- **Exercise instructions**
Copy out the data in full and exactly, passing over the pictures.

- **Exercise material**

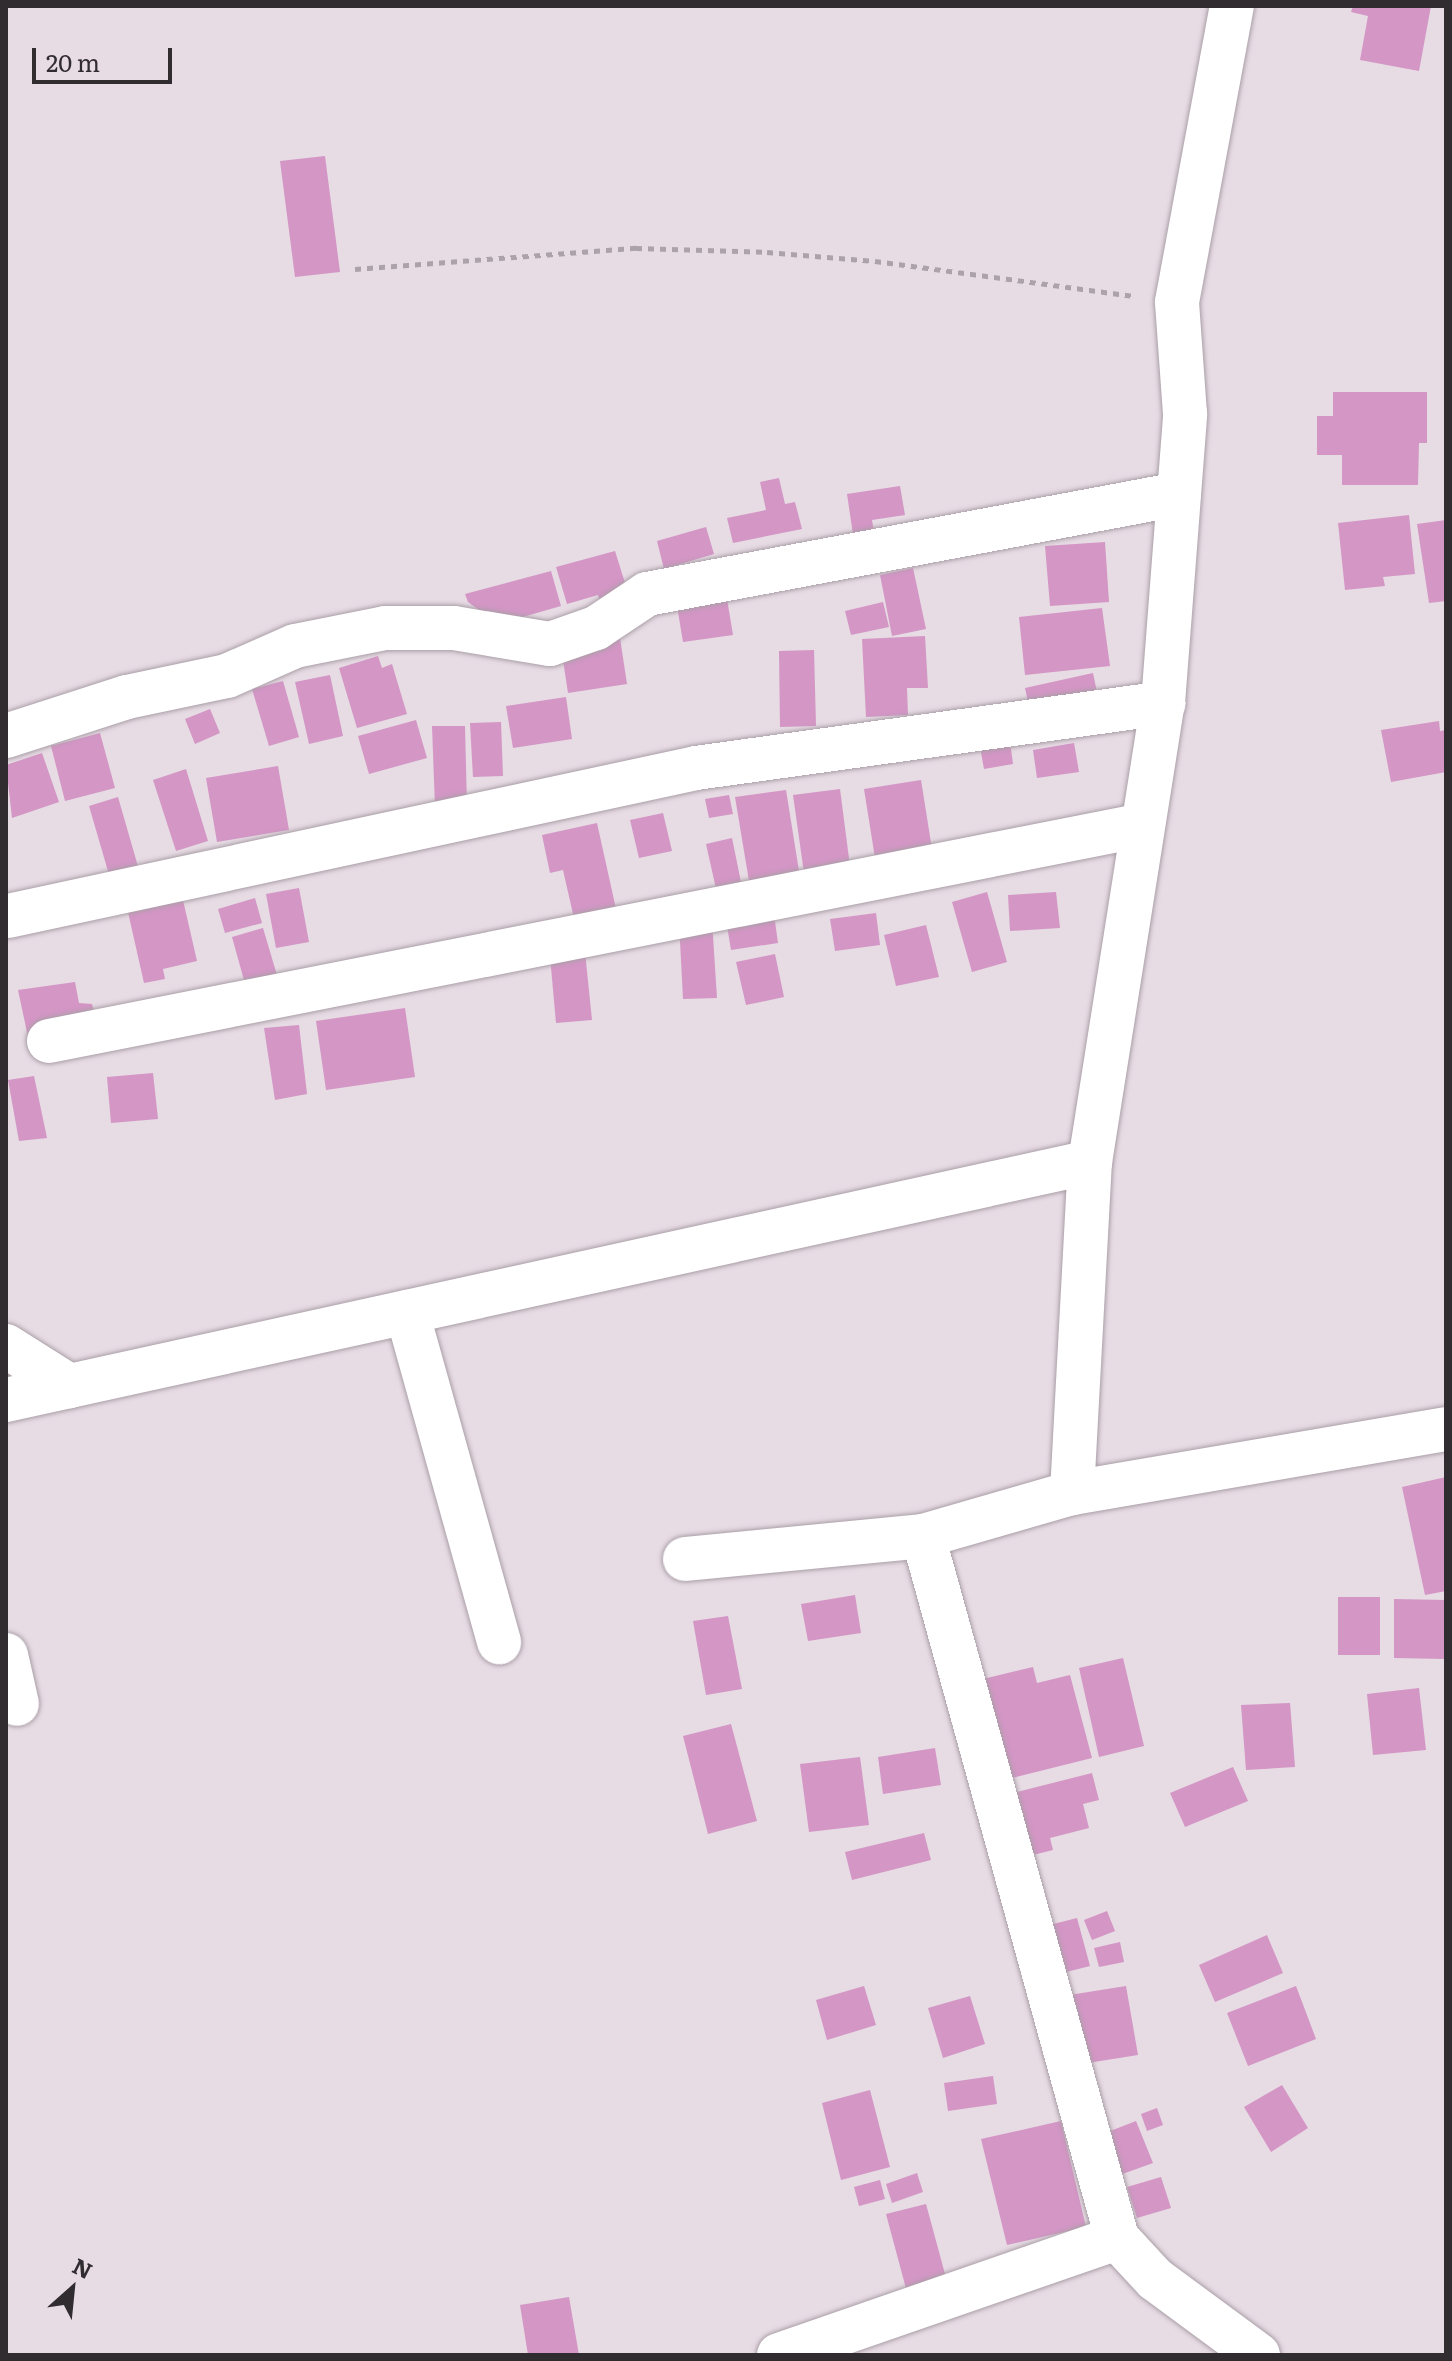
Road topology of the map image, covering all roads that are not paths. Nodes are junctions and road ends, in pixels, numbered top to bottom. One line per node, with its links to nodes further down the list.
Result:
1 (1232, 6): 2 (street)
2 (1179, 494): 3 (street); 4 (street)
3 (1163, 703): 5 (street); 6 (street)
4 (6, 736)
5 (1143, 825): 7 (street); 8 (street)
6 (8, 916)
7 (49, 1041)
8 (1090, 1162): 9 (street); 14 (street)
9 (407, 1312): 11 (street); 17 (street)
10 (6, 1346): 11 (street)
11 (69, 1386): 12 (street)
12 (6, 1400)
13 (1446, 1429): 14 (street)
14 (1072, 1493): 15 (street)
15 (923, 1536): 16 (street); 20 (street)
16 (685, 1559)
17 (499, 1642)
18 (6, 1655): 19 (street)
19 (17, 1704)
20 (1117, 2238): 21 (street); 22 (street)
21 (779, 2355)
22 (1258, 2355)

- **Answer to this problem**
Road topology of the map image, covering all roads that are not paths. Nodes are junctions and road ends, in pixels, numbered top to bottom. One line per node, with its links to nodes further down the list.
Result:
1 (1232, 6): 2 (street)
2 (1179, 494): 3 (street); 4 (street)
3 (1163, 703): 5 (street); 6 (street)
4 (6, 736)
5 (1143, 825): 7 (street); 8 (street)
6 (8, 916)
7 (49, 1041)
8 (1090, 1162): 9 (street); 14 (street)
9 (407, 1312): 11 (street); 17 (street)
10 (6, 1346): 11 (street)
11 (69, 1386): 12 (street)
12 (6, 1400)
13 (1446, 1429): 14 (street)
14 (1072, 1493): 15 (street)
15 (923, 1536): 16 (street); 20 (street)
16 (685, 1559)
17 (499, 1642)
18 (6, 1655): 19 (street)
19 (17, 1704)
20 (1117, 2238): 21 (street); 22 (street)
21 (779, 2355)
22 (1258, 2355)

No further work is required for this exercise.